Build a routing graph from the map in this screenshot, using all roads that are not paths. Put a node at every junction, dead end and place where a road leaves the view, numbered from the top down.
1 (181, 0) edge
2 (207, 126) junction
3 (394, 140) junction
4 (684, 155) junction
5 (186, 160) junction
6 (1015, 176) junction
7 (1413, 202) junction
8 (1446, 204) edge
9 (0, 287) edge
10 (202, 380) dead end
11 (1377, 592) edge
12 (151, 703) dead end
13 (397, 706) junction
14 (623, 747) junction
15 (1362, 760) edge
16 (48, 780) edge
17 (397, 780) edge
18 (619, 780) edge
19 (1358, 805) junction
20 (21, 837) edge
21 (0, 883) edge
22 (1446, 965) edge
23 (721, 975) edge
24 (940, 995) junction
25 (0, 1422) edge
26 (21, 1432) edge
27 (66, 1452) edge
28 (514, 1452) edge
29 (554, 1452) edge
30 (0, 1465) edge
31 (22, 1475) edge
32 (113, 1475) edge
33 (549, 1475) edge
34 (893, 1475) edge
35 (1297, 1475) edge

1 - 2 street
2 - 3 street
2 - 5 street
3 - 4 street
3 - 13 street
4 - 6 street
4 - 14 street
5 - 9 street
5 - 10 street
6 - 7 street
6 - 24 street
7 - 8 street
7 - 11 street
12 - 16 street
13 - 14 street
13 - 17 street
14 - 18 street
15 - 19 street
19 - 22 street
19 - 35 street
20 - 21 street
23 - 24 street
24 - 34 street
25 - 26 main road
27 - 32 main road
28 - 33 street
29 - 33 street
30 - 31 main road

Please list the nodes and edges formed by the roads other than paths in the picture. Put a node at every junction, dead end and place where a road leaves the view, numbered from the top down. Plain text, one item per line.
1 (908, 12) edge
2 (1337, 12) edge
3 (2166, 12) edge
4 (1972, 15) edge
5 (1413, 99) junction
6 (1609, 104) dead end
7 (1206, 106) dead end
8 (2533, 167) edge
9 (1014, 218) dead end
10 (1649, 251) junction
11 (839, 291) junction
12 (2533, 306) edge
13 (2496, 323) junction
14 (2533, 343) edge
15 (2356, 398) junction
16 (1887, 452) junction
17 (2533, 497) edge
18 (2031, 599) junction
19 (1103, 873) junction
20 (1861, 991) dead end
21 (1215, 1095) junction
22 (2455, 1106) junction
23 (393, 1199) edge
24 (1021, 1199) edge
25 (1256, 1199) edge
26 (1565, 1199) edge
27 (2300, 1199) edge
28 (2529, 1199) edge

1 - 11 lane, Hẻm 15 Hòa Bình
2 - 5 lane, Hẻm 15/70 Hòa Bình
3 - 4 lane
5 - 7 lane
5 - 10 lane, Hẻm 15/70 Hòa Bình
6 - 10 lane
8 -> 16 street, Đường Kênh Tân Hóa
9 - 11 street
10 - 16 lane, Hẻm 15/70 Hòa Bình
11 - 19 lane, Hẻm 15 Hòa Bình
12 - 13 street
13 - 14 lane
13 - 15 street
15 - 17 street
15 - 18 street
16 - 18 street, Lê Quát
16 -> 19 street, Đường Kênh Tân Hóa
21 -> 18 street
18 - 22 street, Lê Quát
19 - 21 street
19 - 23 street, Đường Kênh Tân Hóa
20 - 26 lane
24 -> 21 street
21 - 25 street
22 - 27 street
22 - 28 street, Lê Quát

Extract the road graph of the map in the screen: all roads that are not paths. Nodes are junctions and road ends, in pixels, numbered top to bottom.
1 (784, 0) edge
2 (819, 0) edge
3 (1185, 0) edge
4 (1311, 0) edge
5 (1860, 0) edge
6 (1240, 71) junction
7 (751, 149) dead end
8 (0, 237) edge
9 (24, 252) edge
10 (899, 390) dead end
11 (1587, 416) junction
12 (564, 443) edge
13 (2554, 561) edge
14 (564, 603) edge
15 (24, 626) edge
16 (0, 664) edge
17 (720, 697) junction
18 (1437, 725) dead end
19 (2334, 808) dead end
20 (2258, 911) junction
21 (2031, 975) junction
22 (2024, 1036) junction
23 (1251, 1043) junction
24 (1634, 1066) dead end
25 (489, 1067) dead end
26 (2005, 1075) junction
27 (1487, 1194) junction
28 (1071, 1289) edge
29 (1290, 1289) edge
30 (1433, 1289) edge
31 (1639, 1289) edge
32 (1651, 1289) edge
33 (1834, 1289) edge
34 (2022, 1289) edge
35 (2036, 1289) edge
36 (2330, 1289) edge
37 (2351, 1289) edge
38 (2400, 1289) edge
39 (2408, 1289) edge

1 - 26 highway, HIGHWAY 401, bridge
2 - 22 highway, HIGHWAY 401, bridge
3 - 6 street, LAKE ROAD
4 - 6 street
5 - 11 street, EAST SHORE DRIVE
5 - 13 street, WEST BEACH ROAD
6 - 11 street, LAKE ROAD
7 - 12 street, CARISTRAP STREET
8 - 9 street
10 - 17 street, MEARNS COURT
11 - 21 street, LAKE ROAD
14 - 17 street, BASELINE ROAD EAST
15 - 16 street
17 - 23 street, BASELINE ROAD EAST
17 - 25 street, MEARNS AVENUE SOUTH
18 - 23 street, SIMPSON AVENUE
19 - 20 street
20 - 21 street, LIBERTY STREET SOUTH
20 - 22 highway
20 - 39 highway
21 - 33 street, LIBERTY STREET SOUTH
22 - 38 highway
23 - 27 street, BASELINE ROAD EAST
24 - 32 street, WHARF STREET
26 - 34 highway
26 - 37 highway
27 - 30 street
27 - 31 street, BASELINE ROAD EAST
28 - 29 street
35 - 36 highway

ABOUT THIS EXERCISE
Find how many lines of the preceding data contain "LIBERTY", and answer with that number only.

SOLUTION TO THIS EXERCISE
2